__YOUR ASSIGNMENT__: From the records below, copy each line that has the word "PRAED" in it.

__RECORDS SUPPLIED__:
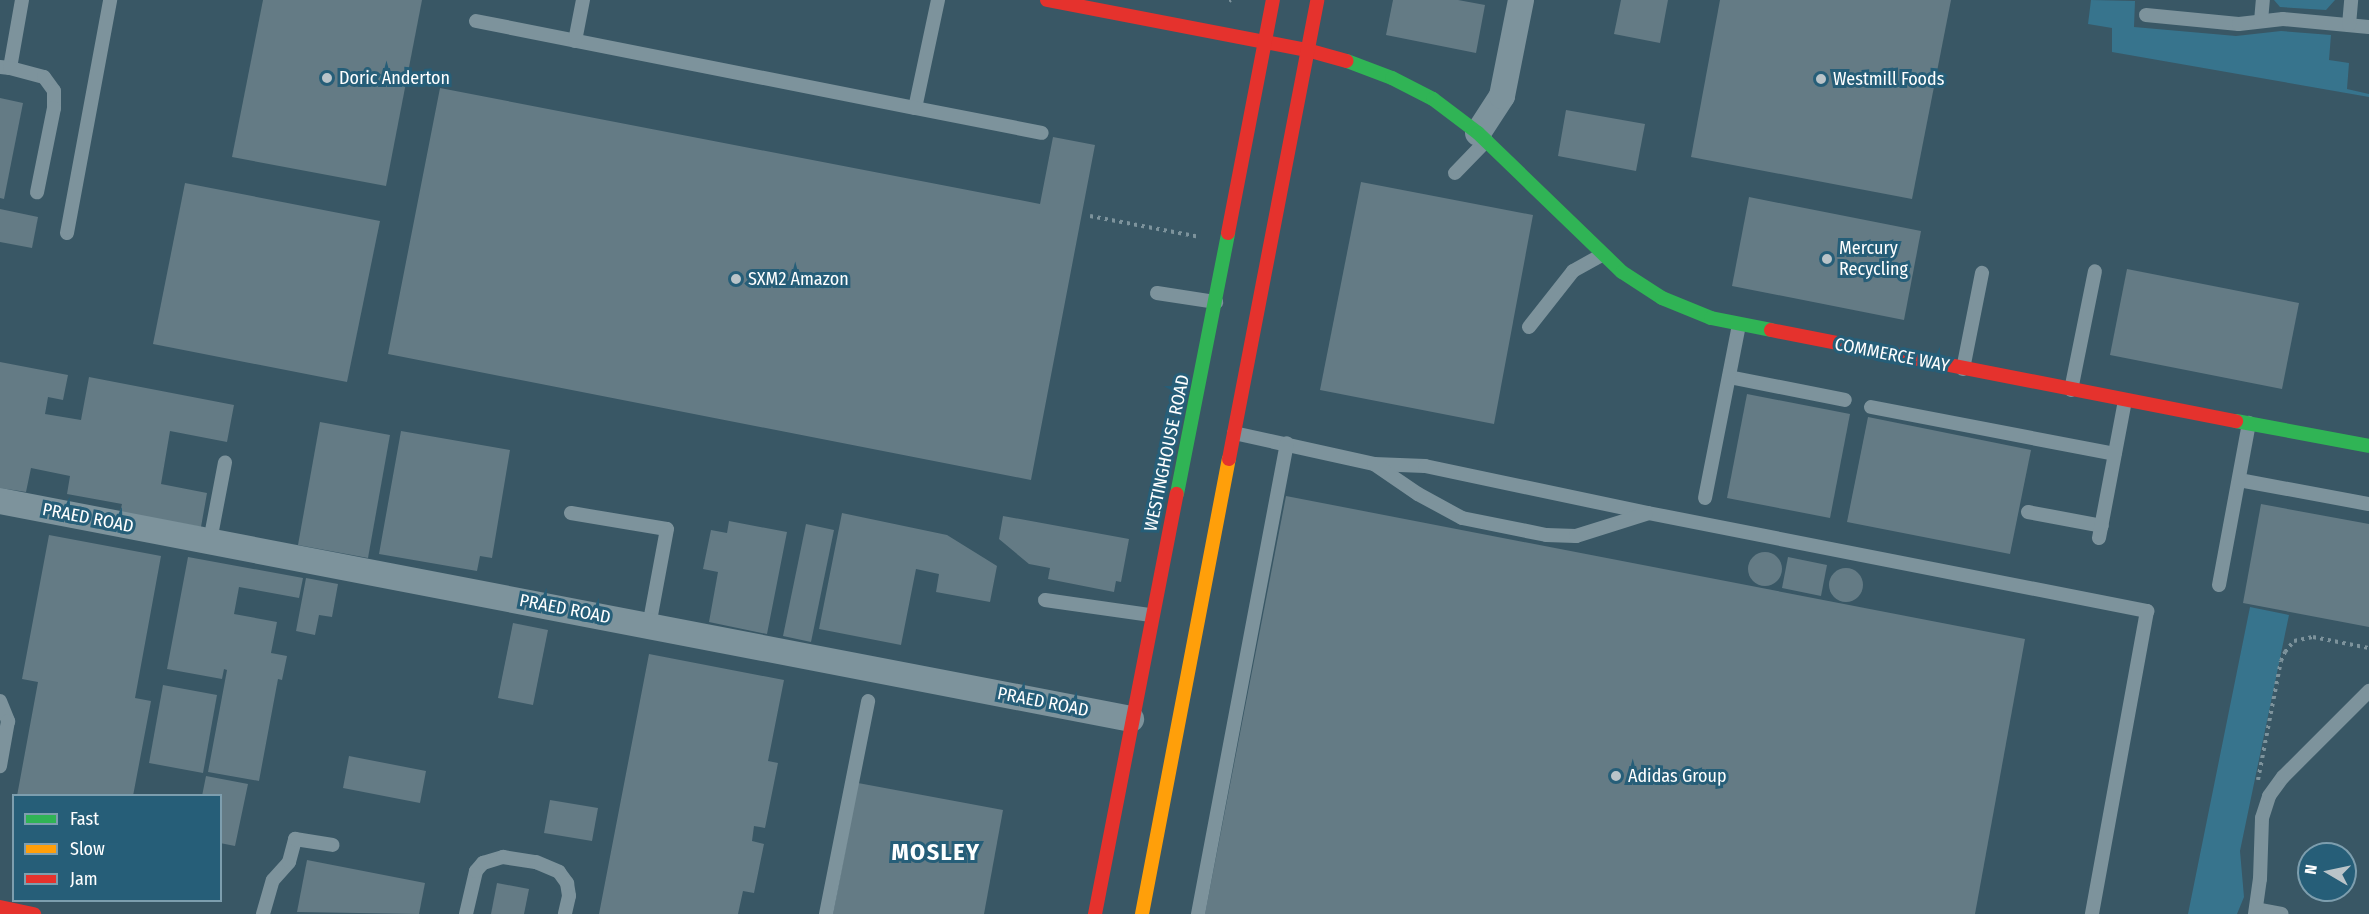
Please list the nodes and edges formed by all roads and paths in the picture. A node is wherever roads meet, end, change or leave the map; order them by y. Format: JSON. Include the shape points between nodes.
{"nodes":[{"id":1,"x":22,"y":0,"type":"edge"},
{"id":2,"x":110,"y":0,"type":"edge"},
{"id":3,"x":583,"y":0,"type":"edge"},
{"id":4,"x":938,"y":0,"type":"edge"},
{"id":5,"x":1047,"y":0,"type":"edge"},
{"id":6,"x":1273,"y":0,"type":"edge"},
{"id":7,"x":1317,"y":0,"type":"edge"},
{"id":8,"x":1521,"y":0,"type":"edge"},
{"id":9,"x":2263,"y":0,"type":"edge"},
{"id":10,"x":2351,"y":0,"type":"edge"},
{"id":11,"x":2146,"y":15,"type":"dead end"},
{"id":12,"x":476,"y":21,"type":"dead end"},
{"id":13,"x":2261,"y":21,"type":"junction"},
{"id":14,"x":2349,"y":25,"type":"junction"},
{"id":15,"x":2369,"y":27,"type":"edge"},
{"id":16,"x":575,"y":40,"type":"junction"},
{"id":17,"x":1266,"y":42,"type":"junction"},
{"id":18,"x":1307,"y":50,"type":"junction"},
{"id":19,"x":5,"y":68,"type":"edge"},
{"id":20,"x":915,"y":108,"type":"junction"},
{"id":21,"x":1042,"y":133,"type":"dead end"},
{"id":22,"x":1482,"y":137,"type":"junction"},
{"id":23,"x":1455,"y":173,"type":"dead end"},
{"id":24,"x":37,"y":192,"type":"dead end"},
{"id":25,"x":1090,"y":216,"type":"dead end"},
{"id":26,"x":67,"y":233,"type":"dead end"},
{"id":27,"x":1227,"y":242,"type":"junction"},
{"id":28,"x":1602,"y":255,"type":"junction"},
{"id":29,"x":2096,"y":271,"type":"dead end"},
{"id":30,"x":1982,"y":273,"type":"dead end"},
{"id":31,"x":1157,"y":293,"type":"dead end"},
{"id":32,"x":1221,"y":303,"type":"junction"},
{"id":33,"x":1739,"y":325,"type":"junction"},
{"id":34,"x":1529,"y":327,"type":"dead end"},
{"id":35,"x":1964,"y":369,"type":"junction"},
{"id":36,"x":1729,"y":377,"type":"junction"},
{"id":37,"x":2071,"y":390,"type":"junction"},
{"id":38,"x":1845,"y":400,"type":"dead end"},
{"id":39,"x":2125,"y":400,"type":"junction"},
{"id":40,"x":1871,"y":407,"type":"dead end"},
{"id":41,"x":2249,"y":423,"type":"junction"},
{"id":42,"x":1229,"y":432,"type":"junction"},
{"id":43,"x":1287,"y":443,"type":"junction"},
{"id":44,"x":2369,"y":446,"type":"edge"},
{"id":45,"x":2115,"y":454,"type":"junction"},
{"id":46,"x":225,"y":462,"type":"dead end"},
{"id":47,"x":1374,"y":464,"type":"junction"},
{"id":48,"x":2239,"y":480,"type":"junction"},
{"id":49,"x":1706,"y":498,"type":"dead end"},
{"id":50,"x":0,"y":501,"type":"edge"},
{"id":51,"x":2369,"y":504,"type":"edge"},
{"id":52,"x":2028,"y":512,"type":"dead end"},
{"id":53,"x":571,"y":513,"type":"dead end"},
{"id":54,"x":1648,"y":513,"type":"junction"},
{"id":55,"x":210,"y":541,"type":"junction"},
{"id":56,"x":2219,"y":585,"type":"dead end"},
{"id":57,"x":1045,"y":600,"type":"dead end"},
{"id":58,"x":1151,"y":615,"type":"junction"},
{"id":59,"x":649,"y":626,"type":"junction"},
{"id":60,"x":2369,"y":648,"type":"edge"},
{"id":61,"x":2369,"y":691,"type":"edge"},
{"id":62,"x":0,"y":701,"type":"edge"},
{"id":63,"x":868,"y":701,"type":"dead end"},
{"id":64,"x":1131,"y":719,"type":"junction"},
{"id":65,"x":0,"y":766,"type":"edge"},
{"id":66,"x":2256,"y":787,"type":"dead end"},
{"id":67,"x":333,"y":846,"type":"dead end"},
{"id":68,"x":0,"y":907,"type":"edge"},
{"id":69,"x":2255,"y":912,"type":"edge"},
{"id":70,"x":34,"y":914,"type":"edge"},
{"id":71,"x":263,"y":914,"type":"edge"},
{"id":72,"x":466,"y":914,"type":"edge"},
{"id":73,"x":565,"y":914,"type":"edge"},
{"id":74,"x":826,"y":914,"type":"edge"},
{"id":75,"x":1095,"y":914,"type":"edge"},
{"id":76,"x":1142,"y":914,"type":"edge"},
{"id":77,"x":1198,"y":914,"type":"edge"},
{"id":78,"x":2092,"y":914,"type":"edge"},
{"id":79,"x":2282,"y":914,"type":"edge"}],
"edges":[{"from":1,"to":19,"type":"lane"},
{"from":2,"to":26,"type":"lane"},
{"from":3,"to":16,"type":"lane"},
{"from":4,"to":20,"type":"lane"},
{"from":5,"to":17,"type":"street","name":"COMMERCE WAY"},
{"from":6,"to":17,"type":"street","name":"WESTINGHOUSE ROAD"},
{"from":7,"to":18,"type":"street"},
{"from":8,"to":22,"type":"street","via":[[1502,96]]},
{"from":9,"to":13,"type":"lane"},
{"from":10,"to":14,"type":"lane"},
{"from":11,"to":13,"type":"lane","via":[[2239,24]]},
{"from":12,"to":16,"type":"lane"},
{"from":13,"to":14,"type":"lane"},
{"from":14,"to":15,"type":"lane"},
{"from":16,"to":20,"type":"lane"},
{"from":17,"to":18,"type":"street","name":"COMMERCE WAY"},
{"from":17,"to":27,"type":"street","name":"WESTINGHOUSE ROAD"},
{"from":18,"to":22,"type":"street","name":"COMMERCE WAY","via":[[1392,78],[1440,104]]},
{"from":18,"to":42,"type":"street"},
{"from":19,"to":24,"type":"lane","via":[[44,78],[54,91]]},
{"from":20,"to":21,"type":"lane"},
{"from":22,"to":23,"type":"lane"},
{"from":22,"to":28,"type":"street","name":"COMMERCE WAY"},
{"from":25,"to":27,"type":"path"},
{"from":27,"to":32,"type":"street","name":"WESTINGHOUSE ROAD"},
{"from":28,"to":33,"type":"street","name":"COMMERCE WAY","via":[[1662,298]]},
{"from":28,"to":34,"type":"lane","via":[[1573,271]]},
{"from":29,"to":37,"type":"lane"},
{"from":30,"to":35,"type":"lane"},
{"from":31,"to":32,"type":"lane"},
{"from":32,"to":58,"type":"street","name":"WESTINGHOUSE ROAD","via":[[1197,426]]},
{"from":33,"to":35,"type":"street","name":"COMMERCE WAY"},
{"from":33,"to":36,"type":"lane"},
{"from":35,"to":37,"type":"street","name":"COMMERCE WAY"},
{"from":36,"to":38,"type":"lane"},
{"from":36,"to":49,"type":"lane"},
{"from":37,"to":39,"type":"street","name":"COMMERCE WAY"},
{"from":39,"to":41,"type":"street","name":"COMMERCE WAY"},
{"from":39,"to":45,"type":"lane"},
{"from":40,"to":45,"type":"lane"},
{"from":41,"to":44,"type":"street","name":"COMMERCE WAY"},
{"from":41,"to":48,"type":"lane"},
{"from":42,"to":43,"type":"lane"},
{"from":42,"to":76,"type":"street"},
{"from":43,"to":47,"type":"lane"},
{"from":43,"to":77,"type":"lane"},
{"from":45,"to":52,"type":"lane","via":[[2100,532]]},
{"from":46,"to":55,"type":"lane"},
{"from":47,"to":54,"type":"lane","via":[[1425,466]]},
{"from":47,"to":54,"type":"lane","via":[[1462,518],[1546,535],[1576,536]]},
{"from":48,"to":51,"type":"lane"},
{"from":48,"to":56,"type":"lane"},
{"from":50,"to":55,"type":"street","name":"PRAED ROAD"},
{"from":53,"to":59,"type":"lane","via":[[666,529]]},
{"from":54,"to":78,"type":"lane","via":[[2147,610]]},
{"from":55,"to":59,"type":"street","name":"PRAED ROAD"},
{"from":57,"to":58,"type":"lane"},
{"from":58,"to":64,"type":"street","name":"WESTINGHOUSE ROAD"},
{"from":59,"to":64,"type":"street","name":"PRAED ROAD"},
{"from":60,"to":66,"type":"path","via":[[2313,636],[2294,641],[2285,651]]},
{"from":61,"to":69,"type":"lane","via":[[2269,796],[2262,818]]},
{"from":62,"to":65,"type":"lane","via":[[8,721]]},
{"from":63,"to":74,"type":"lane"},
{"from":64,"to":75,"type":"street","name":"WESTINGHOUSE ROAD"},
{"from":67,"to":71,"type":"lane","via":[[296,839],[289,862],[273,880]]},
{"from":68,"to":70,"type":"street"},
{"from":69,"to":79,"type":"lane"},
{"from":72,"to":73,"type":"lane","via":[[476,871],[483,863],[503,857],[536,862],[559,873],[567,883],[569,896]]}]}
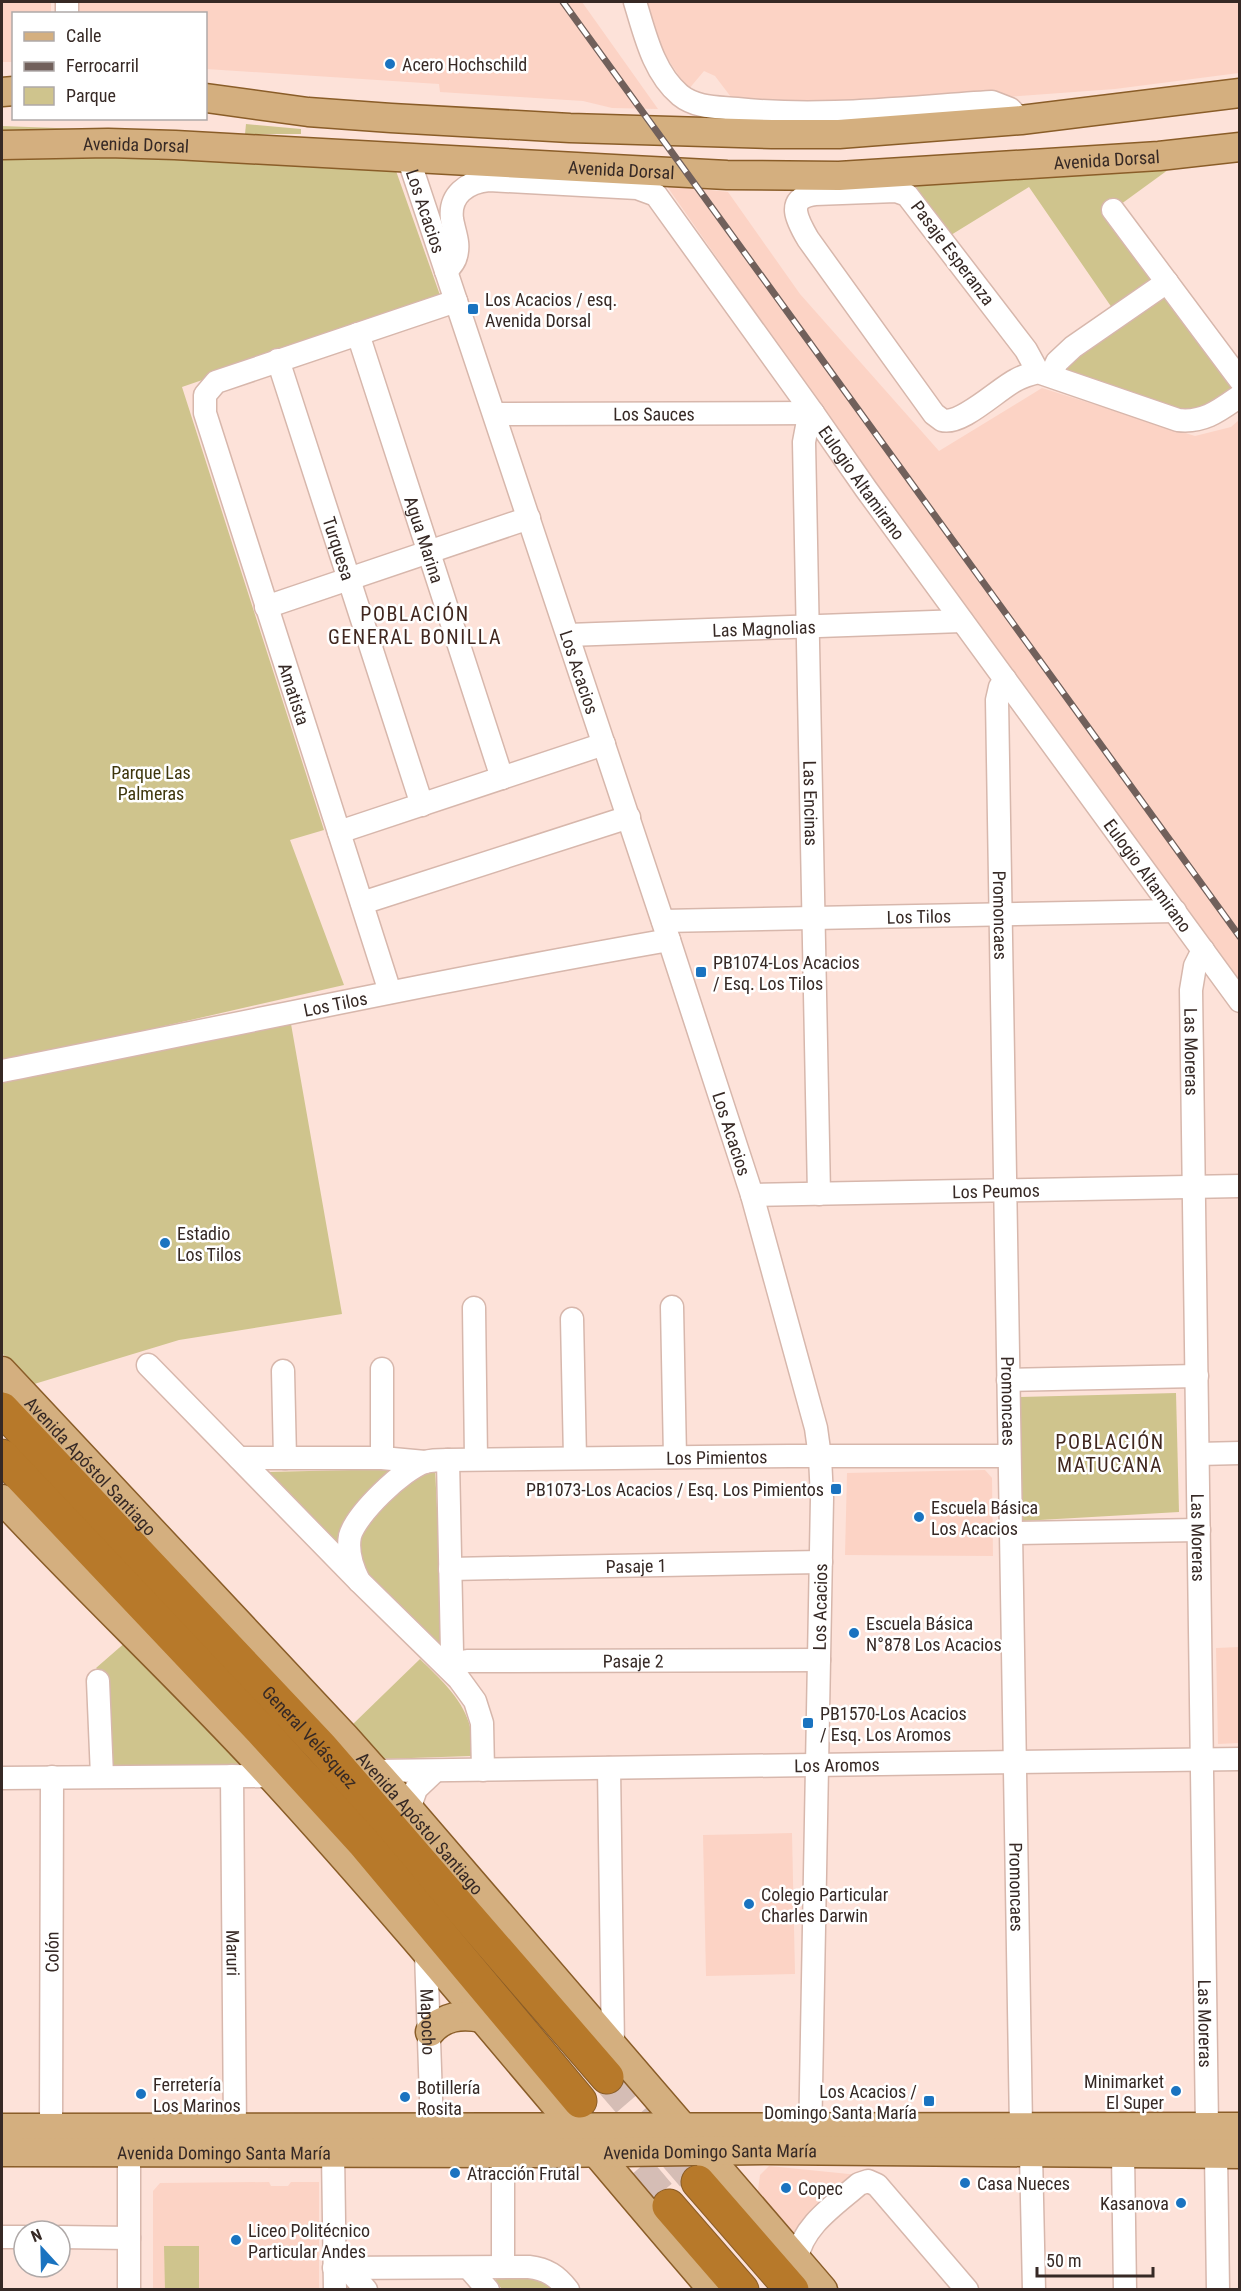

__WRITTEN SOLUTION__:
{"from":50,"to":55,"type":"street","name":"PRAED ROAD"},
{"from":55,"to":59,"type":"street","name":"PRAED ROAD"},
{"from":59,"to":64,"type":"street","name":"PRAED ROAD"},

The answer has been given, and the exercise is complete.